[Tutorial] An Introduction to Using Markers in NoiseTools – Video

The Markers tool within the NoiseTools software is a powerful feature that allows sections of a measurement to be coded, analysed or removed from calculations. This video introduces the concept of markers and shows how to use the basic functions of the marker system.

Note that this video was made using NoiseTools 1.7.2. The latest version of NoiseTools can be downloaded from our website.

For more information or to view other tutorials, please visit our YouTube or Vimeo channels.

Video Transcription

In this tutorial we’re going to look at an introduction to the marker functions available in Noise Tools. We’ll start with an example measurement, eight and a half minutes long.

You can see the overall basic values, LEQ, LC peak and so on, and the graph showing us the noise level versus time. The blue line shows us the one second LEQ samples, and the green line shows us the one second peak samples.

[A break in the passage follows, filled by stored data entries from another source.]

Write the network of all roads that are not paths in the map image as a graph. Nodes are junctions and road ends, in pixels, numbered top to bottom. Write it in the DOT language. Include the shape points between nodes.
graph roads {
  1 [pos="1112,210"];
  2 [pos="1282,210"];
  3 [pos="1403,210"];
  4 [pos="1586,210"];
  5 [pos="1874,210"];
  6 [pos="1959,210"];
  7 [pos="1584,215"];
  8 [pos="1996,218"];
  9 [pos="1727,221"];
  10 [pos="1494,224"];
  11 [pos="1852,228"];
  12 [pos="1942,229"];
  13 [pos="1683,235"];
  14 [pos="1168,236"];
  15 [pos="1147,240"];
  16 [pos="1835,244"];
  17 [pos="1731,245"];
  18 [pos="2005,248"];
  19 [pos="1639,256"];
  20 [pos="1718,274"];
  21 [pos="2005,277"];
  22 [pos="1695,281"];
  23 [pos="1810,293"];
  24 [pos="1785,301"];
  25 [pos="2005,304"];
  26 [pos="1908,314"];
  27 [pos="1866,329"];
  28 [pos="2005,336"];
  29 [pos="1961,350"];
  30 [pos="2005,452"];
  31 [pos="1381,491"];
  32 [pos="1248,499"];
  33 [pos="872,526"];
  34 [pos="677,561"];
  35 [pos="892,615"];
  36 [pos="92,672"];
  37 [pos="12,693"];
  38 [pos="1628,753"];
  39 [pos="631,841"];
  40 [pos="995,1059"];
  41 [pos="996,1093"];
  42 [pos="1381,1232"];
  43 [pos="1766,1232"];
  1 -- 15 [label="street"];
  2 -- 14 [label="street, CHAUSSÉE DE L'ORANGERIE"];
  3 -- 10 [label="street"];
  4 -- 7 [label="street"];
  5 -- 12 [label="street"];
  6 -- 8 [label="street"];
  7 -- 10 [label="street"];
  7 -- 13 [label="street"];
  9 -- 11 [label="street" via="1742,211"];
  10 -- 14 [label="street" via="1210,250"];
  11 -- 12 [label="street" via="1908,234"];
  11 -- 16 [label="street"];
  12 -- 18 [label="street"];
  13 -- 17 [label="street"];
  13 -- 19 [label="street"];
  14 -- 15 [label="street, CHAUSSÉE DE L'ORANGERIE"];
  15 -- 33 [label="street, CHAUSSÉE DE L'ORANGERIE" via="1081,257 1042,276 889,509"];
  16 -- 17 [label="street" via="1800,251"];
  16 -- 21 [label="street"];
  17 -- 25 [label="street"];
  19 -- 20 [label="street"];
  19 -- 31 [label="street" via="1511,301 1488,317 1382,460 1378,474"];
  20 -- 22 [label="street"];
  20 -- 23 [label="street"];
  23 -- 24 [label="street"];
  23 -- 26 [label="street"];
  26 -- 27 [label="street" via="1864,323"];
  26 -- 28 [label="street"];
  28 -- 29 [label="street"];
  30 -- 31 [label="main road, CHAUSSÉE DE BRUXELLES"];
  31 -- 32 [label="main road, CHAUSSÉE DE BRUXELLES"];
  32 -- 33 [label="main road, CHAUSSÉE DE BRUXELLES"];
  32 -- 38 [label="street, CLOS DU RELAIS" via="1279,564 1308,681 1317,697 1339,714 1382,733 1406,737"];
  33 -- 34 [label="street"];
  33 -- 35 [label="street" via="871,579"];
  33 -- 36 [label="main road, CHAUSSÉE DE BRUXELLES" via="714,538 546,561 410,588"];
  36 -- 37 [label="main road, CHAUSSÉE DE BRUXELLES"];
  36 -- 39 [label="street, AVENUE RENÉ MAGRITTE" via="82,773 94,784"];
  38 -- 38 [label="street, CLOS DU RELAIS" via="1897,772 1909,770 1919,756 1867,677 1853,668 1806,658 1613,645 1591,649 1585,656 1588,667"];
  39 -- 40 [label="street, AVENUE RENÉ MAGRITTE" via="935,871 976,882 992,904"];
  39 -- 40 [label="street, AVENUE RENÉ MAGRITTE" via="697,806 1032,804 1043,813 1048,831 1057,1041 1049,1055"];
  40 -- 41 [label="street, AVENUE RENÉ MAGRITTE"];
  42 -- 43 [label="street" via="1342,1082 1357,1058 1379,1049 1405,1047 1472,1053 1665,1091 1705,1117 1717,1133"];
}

The marker’s function is accessed through the time history tab on the right hand side. If you hover, you’ll see two options, graph and markers. If you select the button for time history, we get the graph, and by default this will show us the one second LEQ samples.

The options available to us here are to select different data channels, so can have all the information available to us. And we also have available to us the ability to switch on and off certain view settings.

In this example [00:01:00] what we need to be able to show is user markers. So we’ll disable the other two, if they’re switched on, and click …

In this example we’re going to look at how we can use markers to remove particular noise sources from the overall measurement and then to recalculate our total LAEQ. If you remember, our overall LAEQ for this measurement is 93.4dB, quite high.

So we’ll go back to our time history graph. Now there are particular spikes and peaks on this graph, and we’ve determined that some of these are from a generator [00:01:30] and some of them are from a pump.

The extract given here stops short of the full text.